Intanto qualche curiosità sul gruppo. Per prima cosa appena entrato nello “SRAM pop up store” ho subito fatto notare a Simon (nostro referente per Sram) come sulla mia bici mancasse il guidacatena. Abituato alle bici da freeride e discesa e vedendo una corona sola montata sulla guarnitura mi è subito parso chiaro che lì mancasse un pezzo. La risposta del losco romanaccio è stata “non manca niente, aspetta e vedrai. Guarda lì, quella è la bici di Jerome Clements e ieri ci ha vinto la gara di enduro qui a Whistler, non ha avuto nessun problema”.
Un po’ titubante di tale spavalderia mi metto subito sulla difensiva e rispondo che in caso di caduta della catena sarò cattivissimo nell’articolo. Non sembrano comunque turbati.
La presentazione del gruppo l’avete già vista nell’articolo che vi ho linkato prima. Io son qui per darvi qualche curiosità extra.
Chris, product manager di SRAM, ci ha infatti introdotto questo gruppo spiegandoci un po’ quella che era la filosofia che aveva portato ad adottare una soluzione tecnica piuttosto che l’altra.

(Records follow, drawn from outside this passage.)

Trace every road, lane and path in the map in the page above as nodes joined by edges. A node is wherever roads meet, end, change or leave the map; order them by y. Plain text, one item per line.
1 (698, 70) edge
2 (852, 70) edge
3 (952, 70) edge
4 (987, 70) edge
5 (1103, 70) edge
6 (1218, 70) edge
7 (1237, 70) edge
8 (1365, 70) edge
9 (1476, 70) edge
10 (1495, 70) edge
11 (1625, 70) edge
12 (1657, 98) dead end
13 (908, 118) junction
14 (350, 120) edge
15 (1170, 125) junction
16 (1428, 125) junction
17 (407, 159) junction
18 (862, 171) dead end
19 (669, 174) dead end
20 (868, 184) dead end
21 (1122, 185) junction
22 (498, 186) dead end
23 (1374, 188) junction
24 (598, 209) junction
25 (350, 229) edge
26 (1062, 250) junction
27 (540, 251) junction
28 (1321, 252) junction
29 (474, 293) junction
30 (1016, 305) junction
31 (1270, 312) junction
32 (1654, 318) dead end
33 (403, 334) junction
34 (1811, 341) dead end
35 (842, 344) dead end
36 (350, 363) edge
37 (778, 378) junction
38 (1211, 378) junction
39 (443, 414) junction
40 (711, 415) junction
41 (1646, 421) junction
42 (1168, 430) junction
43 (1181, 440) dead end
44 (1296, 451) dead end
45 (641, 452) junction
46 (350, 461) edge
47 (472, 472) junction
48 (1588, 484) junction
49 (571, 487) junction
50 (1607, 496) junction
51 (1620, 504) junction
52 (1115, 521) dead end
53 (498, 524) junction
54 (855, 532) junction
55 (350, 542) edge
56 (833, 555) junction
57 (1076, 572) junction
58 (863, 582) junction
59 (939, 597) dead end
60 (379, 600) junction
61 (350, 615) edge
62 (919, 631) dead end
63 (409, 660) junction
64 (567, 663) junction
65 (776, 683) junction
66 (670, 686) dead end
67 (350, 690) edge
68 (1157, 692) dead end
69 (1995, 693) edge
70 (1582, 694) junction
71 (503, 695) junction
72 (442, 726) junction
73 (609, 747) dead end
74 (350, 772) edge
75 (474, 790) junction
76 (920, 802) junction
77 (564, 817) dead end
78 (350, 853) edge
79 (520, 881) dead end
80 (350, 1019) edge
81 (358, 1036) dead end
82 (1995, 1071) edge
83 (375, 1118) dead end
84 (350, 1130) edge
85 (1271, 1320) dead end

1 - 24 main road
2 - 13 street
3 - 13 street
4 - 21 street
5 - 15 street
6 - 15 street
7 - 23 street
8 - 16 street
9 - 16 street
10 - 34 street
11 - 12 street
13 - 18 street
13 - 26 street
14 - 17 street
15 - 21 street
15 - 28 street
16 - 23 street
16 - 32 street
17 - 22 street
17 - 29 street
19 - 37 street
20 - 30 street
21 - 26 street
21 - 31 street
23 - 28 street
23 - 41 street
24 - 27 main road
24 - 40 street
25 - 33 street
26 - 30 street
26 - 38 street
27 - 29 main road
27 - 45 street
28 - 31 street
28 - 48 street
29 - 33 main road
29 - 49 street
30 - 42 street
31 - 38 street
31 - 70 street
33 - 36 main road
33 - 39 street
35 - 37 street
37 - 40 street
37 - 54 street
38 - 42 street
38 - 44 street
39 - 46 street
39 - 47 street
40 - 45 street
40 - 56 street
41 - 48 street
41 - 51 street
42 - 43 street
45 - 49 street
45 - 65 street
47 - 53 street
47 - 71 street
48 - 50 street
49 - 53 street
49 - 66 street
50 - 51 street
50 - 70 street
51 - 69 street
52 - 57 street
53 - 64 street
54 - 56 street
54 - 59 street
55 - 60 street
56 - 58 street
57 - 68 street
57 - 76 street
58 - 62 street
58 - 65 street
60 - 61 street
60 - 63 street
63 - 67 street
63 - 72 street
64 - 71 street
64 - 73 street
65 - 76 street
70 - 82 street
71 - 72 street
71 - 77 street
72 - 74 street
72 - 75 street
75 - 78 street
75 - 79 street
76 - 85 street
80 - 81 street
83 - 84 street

Per prima cosa siamo davanti all’evoluzione e semplificazione dei gruppi come l’X0, i così detti 2 X 10, cioè con doppia anteriore e 10 marce al posteriore. Semplificazione che Chris ci ha spiegato in modo simpatico facendo l’esempio di sua moglie che va a comprare il pane. Ci spiegava ridendo come la moglie non concepisse di avere così tanti comandi su un manubrio e presa dal panico tenesse alla fine sempre la stessa marcia, o al massimo cambiasse talvolta col posteriore. Con una mtb “da mercatone”, quante volte avrete visto fare incroci catena improbabili come 22-11 o simili. La gente del resto non si mette lì a cambiare davanti se ha ancora marce dietro da far andare.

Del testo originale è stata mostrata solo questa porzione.